Sunday, October 14, 2012

FRIEZE, LONDON

Ah, the art fair!  What started to take root perhaps twenty years ago in a couple of places like Basel and Chicago is now a veritable forest.  Every major city seems to have adopted one, along with a lot of minor cities, too.  The art fair is loud, unabashedly promotional, heart-rendingly commercial.  At least the more reputable art galleries have maintained some semblance--or pretense--of interest in the quality and intentions of the art they show in their home spaces.  They put on exhibitions where the viewer has a good chance to actually see the artist's work.  At an art fair, as in a forest, it's virtually impossible to see any individual object because there are just too many of them.  Walk down one row in the vast labyrinth of booths and the eye has already begun to glaze.  You start to wonder, first with sympathy then with something more akin to pity, where all these thousands of artists came from, how could they possibly hope to distinguish themselves from the thousands of others.

These thoughts came to me, inevitably, as I walked through the maze that is Frieze, London--one of the big ones.  Of course there was much of interest there.  Too much.  It becomes impossible to sort it all out.  Occasionally, there would be a still point in the madness, a moment of entrancement.  But for the most part, it's a confusion.  People claim to detect "trends."  Good luck to them.  I saw none.  (Nor, actually, do I like them.)  Art, as I understand it, does not like too much noise around it.  It likes to be quiet and solitary and, in quiet and solitude, it glows.  In an art fair, for the most part, art works just become a blur.  And yet, sadly as I see it, dealers tell me that these events have become an essential part of their business.  They could not survive without them.  It's the globalization of art.

I did learn something, though, at Frieze.  Perhaps I should say, I re-learned it.  I was reminded that there is a particular quality in art that I most fully respond to--both emotionally and physically, since I experience a physical response to art, as well as intellectually.  The word that most clearly identifies this quality for me is "modest."  I don't mean that in any negative or diminishing sense.  It may have to do with scale--though a large painting can be as modest as a small one.  It may have to do with means or medium.  It may have to do with the territory it lays claim to or stakes out.  It may have to do with the personality of the artist, his approach or her intention--insofar as this is expressed in the work I'm looking at.

It's a quality I was more likely to find at Frieze Masters, definitely the quieter of the two parts of the expo, separated by a fifteen minute walk along the lovely avenues of Regents Park (made more lovely, Friday, by the afternoon sunshine...)

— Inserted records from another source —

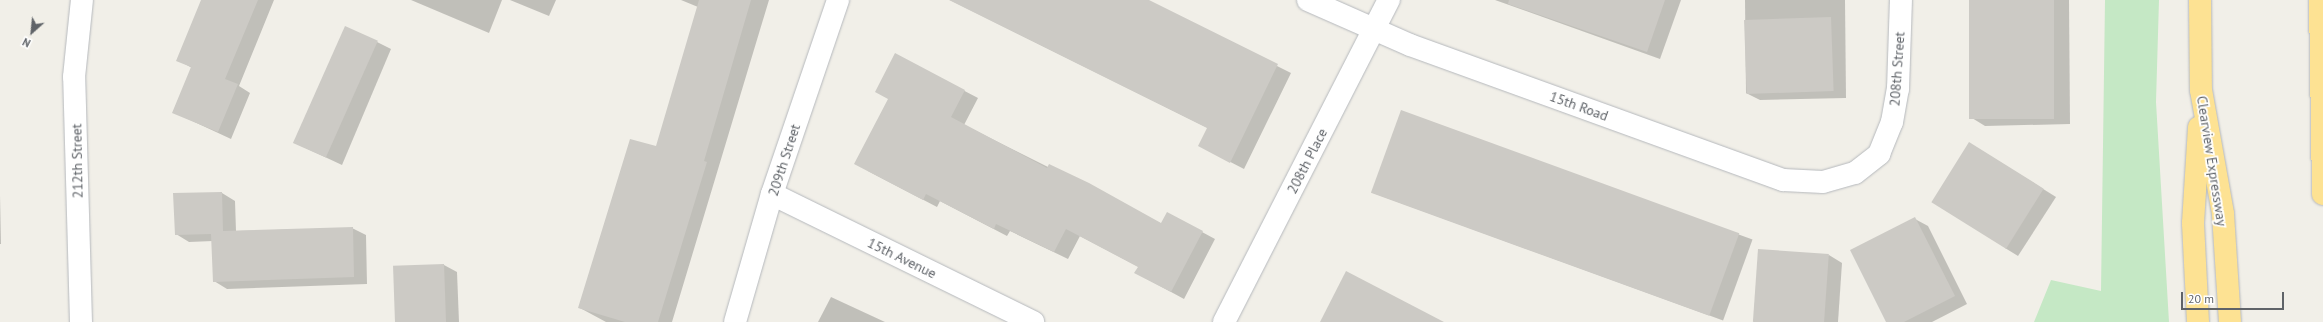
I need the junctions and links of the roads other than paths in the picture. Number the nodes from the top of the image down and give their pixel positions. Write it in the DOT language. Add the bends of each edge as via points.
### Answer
graph roads {
  1 [pos="82,0"];
  2 [pos="838,0"];
  3 [pos="1308,0"];
  4 [pos="1389,0"];
  5 [pos="1901,0"];
  6 [pos="2200,0"];
  7 [pos="2320,0"];
  8 [pos="1374,30"];
  9 [pos="2201,90"];
  10 [pos="1856,172"];
  11 [pos="772,194"];
  12 [pos="2323,194"];
  13 [pos="81,322"];
  14 [pos="735,322"];
  15 [pos="1033,322"];
  16 [pos="1224,322"];
  17 [pos="2198,322"];
  18 [pos="2230,322"];
  1 -- 13 [label="street, 212th Street" via="74,76"];
  2 -- 11 [label="street, 209th Street"];
  3 -- 8 [label="street, 15th Road"];
  4 -- 8 [label="street, 208th Place"];
  5 -- 10 [label="street, 208th Street" via="1898,89 1892,122 1879,154"];
  6 -- 9 [label="highway, Clearview Expressway"];
  7 -- 12 [label="highway"];
  8 -- 10 [label="street, 15th Road" via="1783,180 1823,182"];
  8 -- 16 [label="street, 208th Place"];
  9 -- 17 [label="highway" via="2193,223"];
  9 -- 18 [label="highway, Clearview Expressway" via="2223,214"];
  11 -- 14 [label="street, 209th Street"];
  11 -- 15 [label="street, 15th Avenue"];
}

But it always surprises me how works with the kind of modesty I admire are able to make their quiet presence known in a crowd.  My eye will be snared, for example, by the subtle horizontal lines, gray on gray, of an Agnes Martin painting; by a simple circle created of natural materials byRichard Long...



(all snapshots my own, with apologies to artists and galleries)

...by a gallery devoted to the small, unassuming canvases of Morandi...



... whose subdued palette and severely reduced subject matter--a few jars and bottles--bespeak an eloquent obsession that appeals to me; or by a painting by Sean Scully...



...or by the few stretched wires of a Fred Sandback sculpture...



Or my eye might be taken as compellingly by a tiny pencil drawing or a small-scale reductive abstraction by an artist I have never before heard of.

What appeals to me about the modesty I'm talking about?  I think it has something to do with integrity, the refusal to be taken in by trends or fashions, the rejection of the notion that an artwork is a thing of other than intrinsic value.  These works that speak to me are personal, intimate, deeply human actions, the simple making of a mark without hope for recognition or admiration, simply to say that I, a human being, have been here; this is the trace I choose to leave behind me--without taking up too much space or imposing too much on the environment or my fellow beings.  But I felt the need to make it, if only to assure myself of my own presence, here and now.

The rest, for me, is noise.  Forgive the haste.  I have no doubt that I'll find more to say about Frieze in less hurried circumstances, on my return home.